The Post Chronicle
Thu. December 28, 2006
MOSCOW -- The Chinese are said to have 13 words denoting different shades of red. Maybe we should use them in debates about the reddening (or left-leaning) of Latin America.
The "moderately-pink" Brazilian President, Lula da Silva, and the "radically red" Venezuelan leader, Hugo Chavez, could both be branded simply "red" ..but this would affect the precision of the analysis.
There is a general trend that explains, if only partly, why Latin Americans have started going red.

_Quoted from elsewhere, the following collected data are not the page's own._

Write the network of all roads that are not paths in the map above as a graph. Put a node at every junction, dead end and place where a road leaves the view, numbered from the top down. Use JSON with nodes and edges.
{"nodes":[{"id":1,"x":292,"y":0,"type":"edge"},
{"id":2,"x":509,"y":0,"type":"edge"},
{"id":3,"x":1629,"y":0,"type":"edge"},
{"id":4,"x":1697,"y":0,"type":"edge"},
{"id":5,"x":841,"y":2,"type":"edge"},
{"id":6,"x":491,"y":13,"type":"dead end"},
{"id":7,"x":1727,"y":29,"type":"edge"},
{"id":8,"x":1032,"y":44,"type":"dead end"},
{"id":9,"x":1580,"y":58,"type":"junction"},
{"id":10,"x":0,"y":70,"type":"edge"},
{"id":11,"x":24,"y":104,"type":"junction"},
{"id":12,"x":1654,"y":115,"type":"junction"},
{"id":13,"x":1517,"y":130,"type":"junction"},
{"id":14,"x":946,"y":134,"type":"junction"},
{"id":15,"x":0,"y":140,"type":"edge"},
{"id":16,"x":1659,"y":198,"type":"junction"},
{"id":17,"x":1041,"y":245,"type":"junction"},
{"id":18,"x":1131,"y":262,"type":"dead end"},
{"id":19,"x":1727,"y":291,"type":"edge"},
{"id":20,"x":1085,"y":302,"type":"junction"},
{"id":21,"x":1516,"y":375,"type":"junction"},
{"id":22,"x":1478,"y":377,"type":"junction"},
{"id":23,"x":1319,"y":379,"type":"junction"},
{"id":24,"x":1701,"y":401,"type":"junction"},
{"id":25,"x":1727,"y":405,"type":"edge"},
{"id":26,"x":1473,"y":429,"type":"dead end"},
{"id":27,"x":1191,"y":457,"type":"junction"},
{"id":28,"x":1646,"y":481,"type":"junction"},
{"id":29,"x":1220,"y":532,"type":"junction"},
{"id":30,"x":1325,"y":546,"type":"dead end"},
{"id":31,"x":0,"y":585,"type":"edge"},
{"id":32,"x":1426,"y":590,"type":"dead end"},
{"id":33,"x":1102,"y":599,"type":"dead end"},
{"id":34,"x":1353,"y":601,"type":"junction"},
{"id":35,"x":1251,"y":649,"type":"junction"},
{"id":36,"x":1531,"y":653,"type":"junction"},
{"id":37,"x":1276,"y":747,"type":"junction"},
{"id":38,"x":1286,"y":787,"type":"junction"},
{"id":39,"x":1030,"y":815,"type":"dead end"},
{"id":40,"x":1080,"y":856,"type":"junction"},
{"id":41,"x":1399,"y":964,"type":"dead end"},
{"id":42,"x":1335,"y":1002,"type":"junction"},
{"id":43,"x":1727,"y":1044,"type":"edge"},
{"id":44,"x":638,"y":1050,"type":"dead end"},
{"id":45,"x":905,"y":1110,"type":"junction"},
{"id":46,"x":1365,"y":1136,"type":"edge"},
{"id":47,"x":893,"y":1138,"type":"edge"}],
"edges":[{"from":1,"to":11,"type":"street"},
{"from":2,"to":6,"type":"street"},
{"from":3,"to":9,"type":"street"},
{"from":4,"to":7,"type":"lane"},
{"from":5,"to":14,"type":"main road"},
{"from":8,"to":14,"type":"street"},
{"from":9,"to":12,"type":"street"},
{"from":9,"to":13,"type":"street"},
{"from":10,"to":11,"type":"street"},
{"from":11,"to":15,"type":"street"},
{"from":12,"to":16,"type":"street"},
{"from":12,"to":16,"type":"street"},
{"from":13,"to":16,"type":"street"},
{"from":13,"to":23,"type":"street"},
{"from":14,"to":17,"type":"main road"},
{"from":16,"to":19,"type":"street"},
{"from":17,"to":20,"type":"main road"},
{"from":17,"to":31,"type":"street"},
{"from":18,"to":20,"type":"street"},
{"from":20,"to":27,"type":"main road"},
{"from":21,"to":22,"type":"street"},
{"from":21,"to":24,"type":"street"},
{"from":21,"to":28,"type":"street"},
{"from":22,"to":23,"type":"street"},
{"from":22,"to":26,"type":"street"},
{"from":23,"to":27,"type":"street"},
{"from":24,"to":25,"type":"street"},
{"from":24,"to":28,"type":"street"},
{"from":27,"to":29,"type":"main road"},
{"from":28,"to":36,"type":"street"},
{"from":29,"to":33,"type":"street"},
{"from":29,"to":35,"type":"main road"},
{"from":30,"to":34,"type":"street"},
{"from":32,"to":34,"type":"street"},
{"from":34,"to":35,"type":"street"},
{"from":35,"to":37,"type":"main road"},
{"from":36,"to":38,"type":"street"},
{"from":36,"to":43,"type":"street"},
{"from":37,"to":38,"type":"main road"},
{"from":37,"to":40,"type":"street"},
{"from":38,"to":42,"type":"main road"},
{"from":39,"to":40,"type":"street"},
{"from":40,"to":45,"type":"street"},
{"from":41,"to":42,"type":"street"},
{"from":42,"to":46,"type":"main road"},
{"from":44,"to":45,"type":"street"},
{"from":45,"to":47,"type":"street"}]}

It began when the United States, euphoric over the dissolution of the Soviet Union, redirected its attention to the Middle East, Iran and North Korea, invaded Iraq and started spreading democracy to Afghanistan.
This is not the region's first "red period," but this time it has come about without Soviet or Cuban involvement, because the Soviet Union is no more and Cuba is trying to figure out its future now that Fidel is on his deathbed.
Each of the nominally left-wing countries -- Bolivia, Brazil, Venezuela, Ecuador and Nicaragua -- have turned different shades of red, but all of them for the same reason. Internal factors have had their effect, but external elements have prevailed. Latin America's current leftward drift is a response to the regional policy of the U.S. and multinational corporations, which have never taken into account local interests.
Other potential members of the "red" group are Cuba, half of Peru (a left-wing candidate almost won the presidential election there), and possibly Mexico, which is still split in two by the results of its last election. Left-wing parties lost the elections in Peru and Mexico by a very narrow margin, but won a landslide victory in Venezuela.
The biggest question now is: What will come of it? Nothing much, I'd say. There are several reasons why the region will not become "socialist" ..even if an exuberant Hugo Chavez did promise a new era of socialism after his election victory.
First, it is not Maoists, Trotskyites or Bolsheviks who are marching under red banners in Latin America, but those who want a real rather than phantom sovereignty and a socially oriented economy, and who want to stop the plunder of their natural resources and brazen U.S. interference in their internal affairs.
They don't demand the abolition of private property or the "expropriation of the expropriators." Besides, the banners are mostly carried by old folk and youngsters, and the latter's goal is simply to shock the public with their audacious behavior. These are not diehard Marxists.